AI Digest.

DeepSeek V4 Leaks Trillion-Parameter Architecture as Claude Code Billing Concerns and Security Guides Dominate Developer Chatter

Today's feed centers on the Claude Code ecosystem, with posts spanning billing surprises, security hardening, and creative (if questionable) use cases like tax filing. Meanwhile, leaked specs for DeepSeek V4 promise a trillion-parameter MoE model, and local AI demos show Gemma 4 orchestrating SAM 3.1 entirely on a MacBook.

Daily Wrap-Up

The Claude Code discourse has reached a fascinating inflection point. It's no longer about whether developers are using it, but about the messy realities of living with it daily. Today we saw concerns about surprise billing when free credits run out, a comprehensive security hardening guide making the rounds, and someone claiming they filed their taxes with it. That last one should probably come with a disclaimer, but it captures the current mood perfectly: people are throwing these tools at every problem they can find, consequences be damned.

On the model front, the most interesting development is the leaked DeepSeek V4 spec sheet claiming a trillion-parameter mixture-of-experts architecture that activates only 37 billion parameters at inference time. If even half those benchmarks hold up, the cost-to-capability ratio continues its relentless march downward. Pair that with @MaziyarPanahi's demo of Gemma 4 orchestrating SAM 3.1 for vehicle segmentation entirely on a MacBook, and you start to see a world where serious AI workloads genuinely don't need cloud infrastructure. The Codex ecosystem is also chugging along with a meaty double update that landed memory extensions, MCP overhauls, and hook improvements.

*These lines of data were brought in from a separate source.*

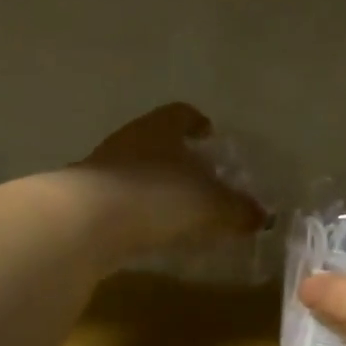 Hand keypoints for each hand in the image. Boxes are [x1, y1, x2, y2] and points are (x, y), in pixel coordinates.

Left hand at [73, 102, 264, 257]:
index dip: (198, 123)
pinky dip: (137, 211)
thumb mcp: (211, 205)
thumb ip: (238, 209)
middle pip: (157, 141)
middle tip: (201, 177)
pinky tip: (151, 231)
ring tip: (178, 209)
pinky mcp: (83, 201)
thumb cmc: (158, 196)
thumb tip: (262, 216)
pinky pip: (120, 200)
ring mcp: (100, 169)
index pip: (182, 114)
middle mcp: (129, 140)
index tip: (209, 134)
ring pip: (136, 170)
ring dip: (155, 185)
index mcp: (160, 129)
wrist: (85, 224)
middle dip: (178, 157) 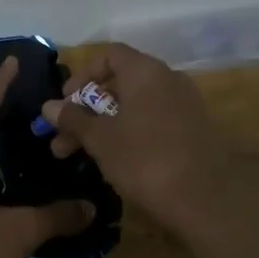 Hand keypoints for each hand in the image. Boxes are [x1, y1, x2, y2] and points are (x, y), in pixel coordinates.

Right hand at [41, 43, 226, 236]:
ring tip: (78, 157)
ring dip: (103, 127)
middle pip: (119, 84)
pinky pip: (152, 123)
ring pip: (134, 108)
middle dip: (86, 111)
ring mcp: (184, 106)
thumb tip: (49, 106)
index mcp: (145, 71)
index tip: (65, 102)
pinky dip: (129, 135)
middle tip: (61, 139)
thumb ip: (73, 119)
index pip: (109, 56)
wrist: (209, 201)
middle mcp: (167, 80)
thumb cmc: (146, 159)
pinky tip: (113, 163)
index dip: (82, 75)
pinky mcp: (193, 132)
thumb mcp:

The most practical takeaway for developers: if you're using Claude Code or any AI coding agent, spend 15 minutes today locking down your permissions. @Axel_bitblaze69's three-tier security guide is worth bookmarking. At minimum, enable sandbox mode and set up a deny list for credentials, SSH keys, and environment files. The tools are powerful enough now that the blast radius of a misconfiguration is real.

Quick Hits

  • @Scobleizer got a demo of Niantic's spatial reconstruction platform, calling it "the Holodeck." The tech builds on Scaniverse's digital twin capabilities to create living 3D models synced with reality. (link)
  • @thdxr is marveling at TUI plugin capabilities after seeing a voice integration demo inside OpenCode by @LukeParkerDev. The terminal-based AI tool ecosystem keeps getting weirder and more capable. (link)
  • @kanjun open-sourced Bouncer, responding to @nikitabier's prediction that the idea had a "72 hour shelf life" by simply shipping the repo. The best response to "big companies will kill this" remains "here's the code, good luck." (link)
  • @grinich argues the UI era is ending after 70 years of interface paradigms, from mainframes to touch. His talk at Mastra's conference explores what comes after the interface disappears entirely. (link)
  • @everestchris6 showcases OpenClaw, a bot that scans satellite imagery of commercial roofs, renders solar panels on buildings, calculates federal tax credits, finds property owners, and ships personalized proposals on autopilot. Peak AI sales automation. (link)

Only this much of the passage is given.